Associate Professor Caroline Hughes

Governance, post-conflict states and international aid politics

Caroline Hughes conducts research related to the politics of governance and state-building, in post-colonial, post-authoritarian and post-conflict states. Her area of focus is South-East Asia, and she has specialised in the politics of international aid and state-building in post-war Cambodia and Timor-Leste.

Wider interests include comparative politics of governance reform in South East Asia and the political economy of regional integration.

Caroline Hughes is the Director of the Asia Research Centre at Murdoch University, an internationally recognised centre of excellence in the study of South-East Asia. The Centre is known for its innovative political economy approach to understanding economic and political change in Asia.

Professor David Hill

Professor David Hill

Indonesian politics, culture and contemporary media

Professor of South-East Asian Studies, David Hill, is Fellow of Murdoch University’s Asia Research Centre. He is also the Consortium Director and Founder of the Australian Consortium for ‘In-Country’ Indonesian Studies.

Professor Hill researches political biography, the experience of exile, and contemporary media and culture in Indonesia.

He has written and co-authored several books on Indonesian media, politics, literature, and culture; including The Internet in Indonesia's New Democracy, Media, Culture and Politics in Indonesia, The Press in New Order Indonesia and Beyond the Horizon: Short Stories from Contemporary Indonesia.

Ian Wilson

Dr Ian Wilson

Political economies and cultural politics in Asia

Dr Ian Wilson is a Research Fellow at Murdoch’s Asia Research Centre.

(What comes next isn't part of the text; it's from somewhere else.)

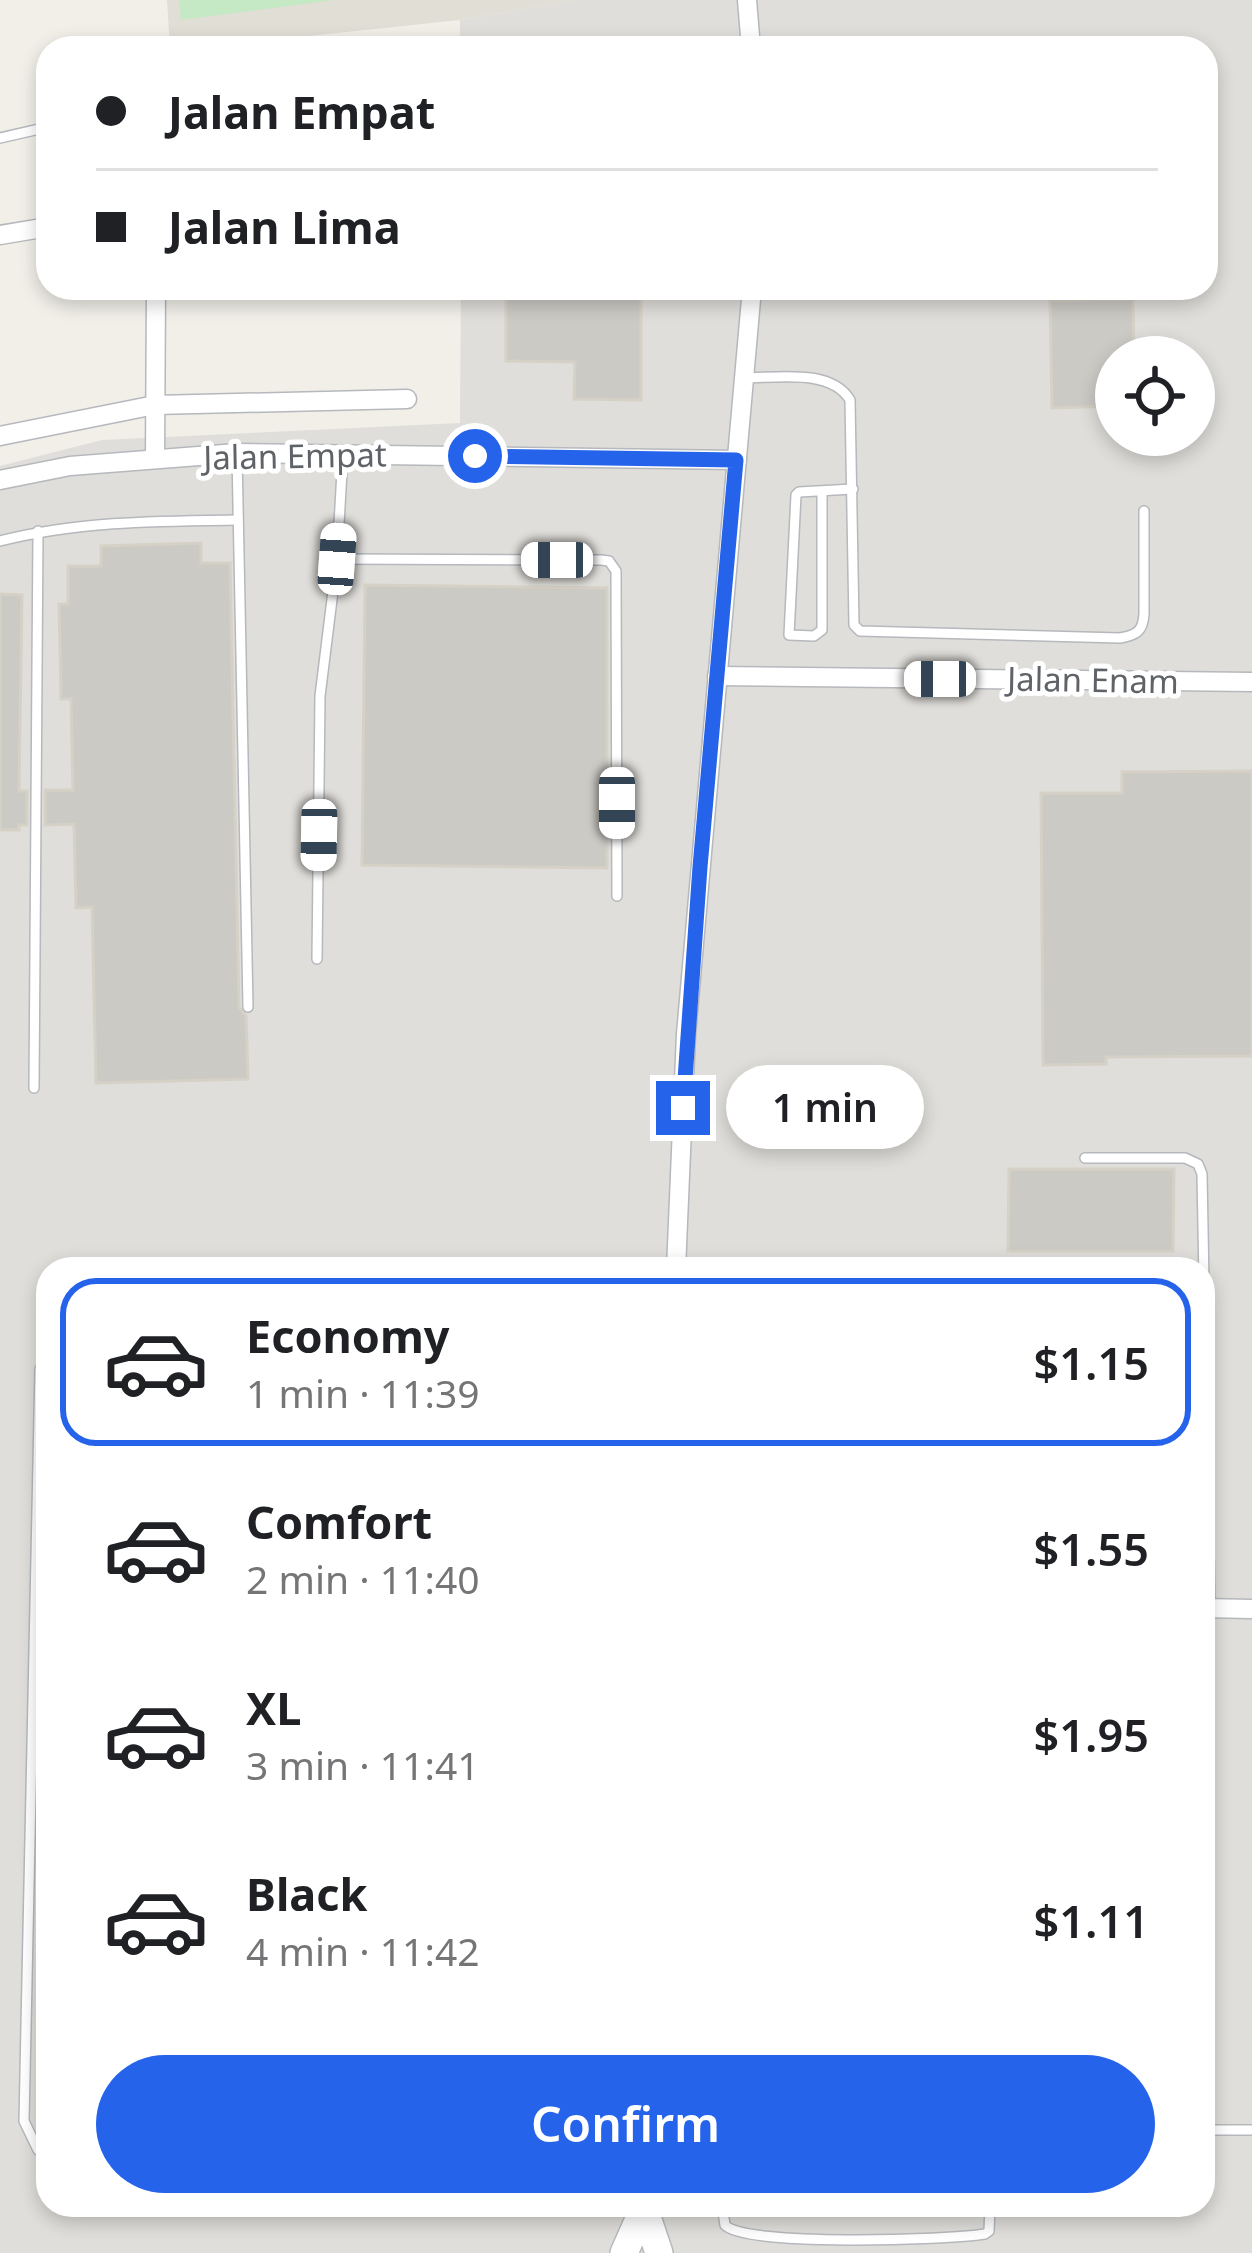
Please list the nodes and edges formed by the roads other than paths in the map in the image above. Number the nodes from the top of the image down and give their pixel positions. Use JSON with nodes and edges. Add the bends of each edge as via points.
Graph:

He examines the political economy of gangs, criminal networks, protection rackets, ethnic and religious militias and private security in Indonesia.

He has also investigated political corruption, cultural politics and the informal economy in Indonesia, in addition to his experience in policy formulation.

James Warren

Professor James Warren

Socio-economic history and ethnohistory across South-East Asia

Murdoch Professor of South-East Asian Modern History, James Warren, specialises in South-East Asian social and economic history, Singapore-Chinese working class history and society since 1880, slavery and other forms of unfree labour.

He also researches climate, history and society in the Philippines.

In 2003 Professor Warren was awarded the Centenary Medal of Australia for service to Australian society and the humanites in the study of ethnohistory.

Professor Garry Rodan

Professor Garry Rodan

Political and economic development in East and South-East Asia

Garry Rodan is an Australian Professorial Fellow of the Australian Research Council and a Professor of Politics and International Studies at the Asia Research Centre.

His two major research projects, both funded by the Australian Research Council, are a five-year study into representation and political regimes in Southeast Asia and a three-year study into the politics of accountability reform in Southeast Asia.

Professor Rodan writes extensively on Singapore’s political and economic development and on political regime directions in Southeast Asia.

His books include Transparency and Authoritarian Rule in Southeast Asia, The Political Economy of Singapore’s Industrialisation, Political Oppositions in Industrialising Asia and The Political Economy of South-East Asia.

Associate Professor Malcolm Tull

Professor Malcolm Tull

Economic theory, history and policy; Asian economic development; maritime economics

An expert in applied maritime economics, maritime economic history and Asian economic development, Professor Malcolm Tull is the Dean of the Murdoch Business School and a fellow of Murdoch University’s Centre for Asian Studies.

He was principal investigator for the Asian History of Marine Animal Populations Project in 2006 and initiated his own investigation into Indonesian shark fishing as part of this multi-national project.

He teaches economic history, theory and policy and has authored several publications on maritime economics and economic history.

Professor Tull is Vice-President of the International Maritime Economic History Association and President of the Economic Society of Australia Inc, Western Australian Branch.